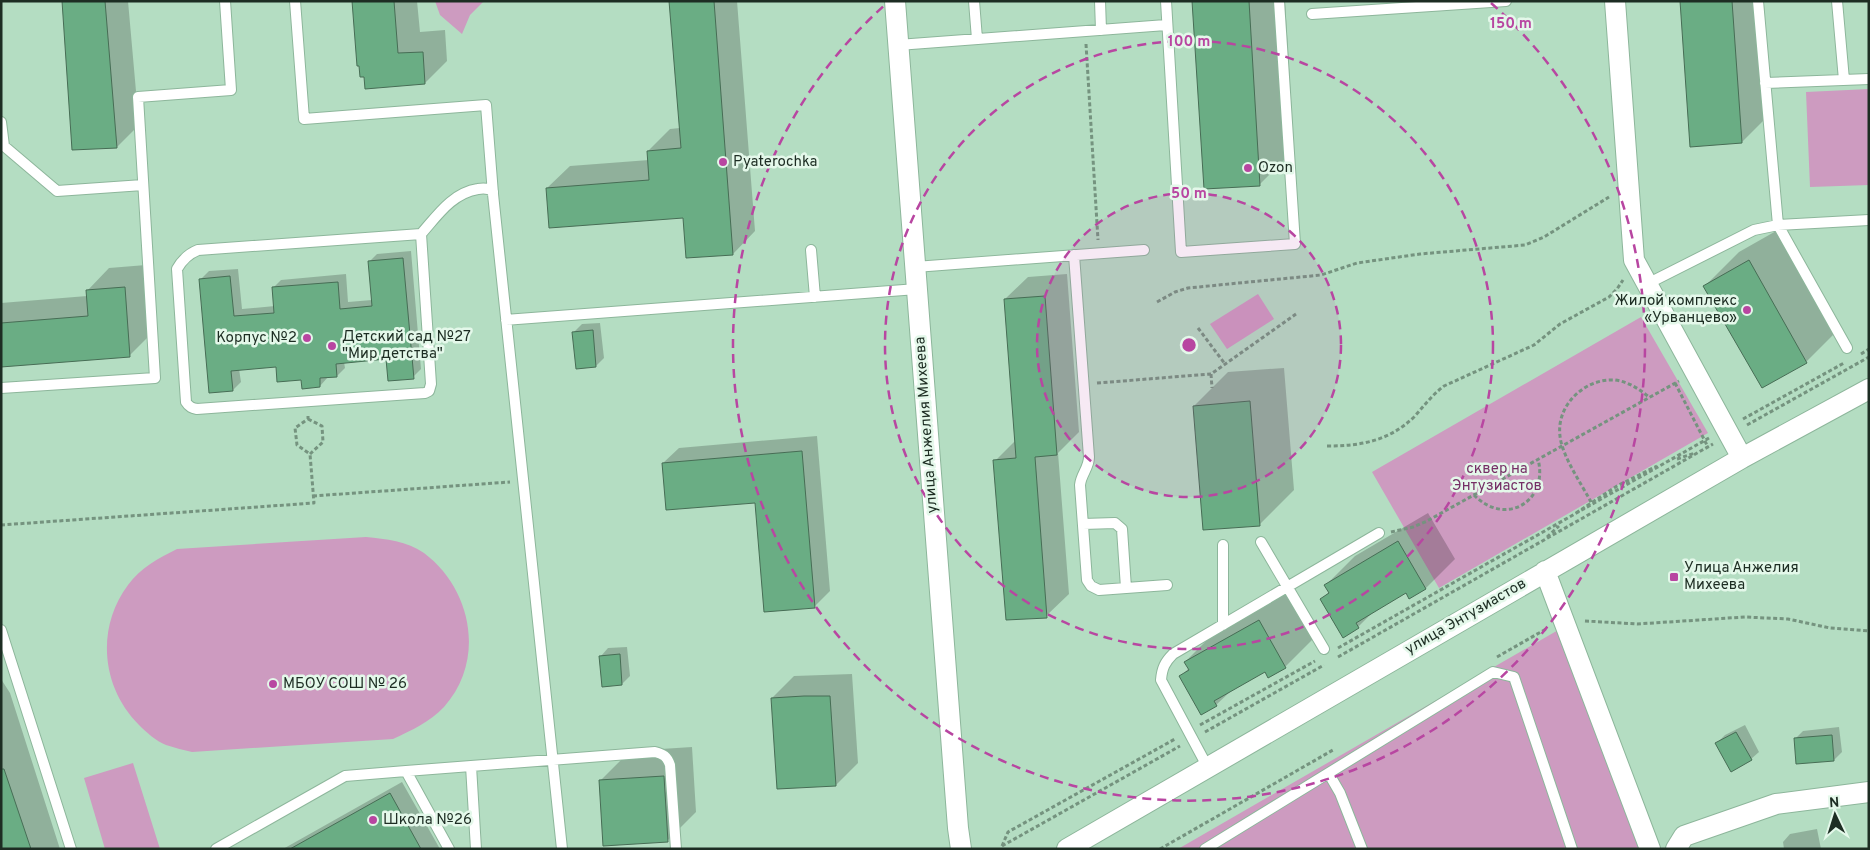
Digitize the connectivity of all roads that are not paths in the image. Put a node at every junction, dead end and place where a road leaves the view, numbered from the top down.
1 (225, 1) edge
2 (295, 1) edge
3 (895, 1) edge
4 (974, 1) edge
5 (1100, 1) edge
6 (1166, 1) edge
7 (1279, 1) edge
8 (1506, 1) edge
9 (1615, 1) edge
10 (1758, 1) edge
11 (1837, 1) edge
12 (1312, 14) dead end
13 (1166, 25) junction
14 (1101, 30) junction
15 (977, 39) junction
16 (898, 45) junction
17 (1869, 79) edge
18 (1844, 80) junction
19 (1765, 83) junction
20 (1, 122) edge
21 (143, 185) junction
22 (493, 194) junction
23 (1869, 220) edge
24 (1778, 225) junction
25 (421, 234) junction
26 (811, 250) dead end
27 (1144, 250) dead end
28 (1074, 255) junction
29 (915, 267) junction
30 (1647, 284) junction
31 (917, 289) junction
32 (815, 297) junction
33 (506, 320) junction
34 (1846, 348) dead end
35 (1, 388) edge
36 (1869, 390) edge
37 (1742, 458) junction
38 (1083, 524) junction
39 (1379, 533) road end
40 (1261, 542) dead end
41 (1223, 545) dead end
42 (1545, 571) junction
43 (1167, 585) dead end
44 (1287, 587) junction
45 (1126, 588) junction
46 (1223, 625) junction
47 (1, 630) edge
48 (1324, 650) dead end
49 (551, 760) junction
50 (471, 766) junction
51 (1207, 766) junction
52 (406, 771) junction
53 (1329, 774) junction
54 (1869, 792) edge
55 (71, 849) edge
56 (216, 849) edge
57 (448, 849) edge
58 (476, 849) edge
59 (562, 849) edge
60 (676, 849) edge
61 (962, 849) edge
62 (1067, 849) edge
63 (1205, 849) edge
64 (1362, 849) edge
65 (1572, 849) edge
66 (1650, 849) edge
67 (1676, 849) edge

1 - 21 lane
2 - 22 lane
3 - 16 street, улица Анжелия Михеева
4 - 15 lane
5 - 14 lane
6 - 13 lane
7 - 13 lane
8 - 12 lane
9 - 30 street
10 - 19 lane
11 - 18 lane
13 - 14 lane
14 - 15 lane
15 - 16 lane
16 - 29 street, улица Анжелия Михеева
17 - 18 lane
18 - 19 lane
19 - 24 lane
20 - 21 lane
21 - 35 lane
22 - 25 lane
22 - 33 lane
23 - 24 lane
24 - 30 lane
24 - 34 lane
25 - 25 lane
26 - 32 lane
27 - 28 lane
28 - 29 lane
28 - 38 lane
29 - 31 street, улица Анжелия Михеева
30 - 37 street
31 - 32 lane
31 - 61 street, улица Анжелия Михеева
32 - 33 lane
33 - 49 lane
36 - 37 street, улица Энтузиастов
37 - 42 street, улица Энтузиастов
38 - 45 lane
38 - 45 lane
39 - 44 lane
40 - 44 lane
41 - 46 lane
42 - 51 street, улица Энтузиастов
42 - 66 street
43 - 45 lane
44 - 46 lane
44 - 48 lane
46 - 51 lane
47 - 55 lane
49 - 50 lane
49 - 59 lane
49 - 60 lane
50 - 52 lane
50 - 58 lane
51 - 62 street, улица Энтузиастов
52 - 56 lane
52 - 57 lane
53 - 63 lane
53 - 64 lane
53 - 65 lane
54 - 67 street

_ _ _ _ _

PROBLEM DETAILS: A complete answer lists every line of the listing above that holds the word "Энтузиастов".

TASK OUTPUT:
36 - 37 street, улица Энтузиастов
37 - 42 street, улица Энтузиастов
42 - 51 street, улица Энтузиастов
51 - 62 street, улица Энтузиастов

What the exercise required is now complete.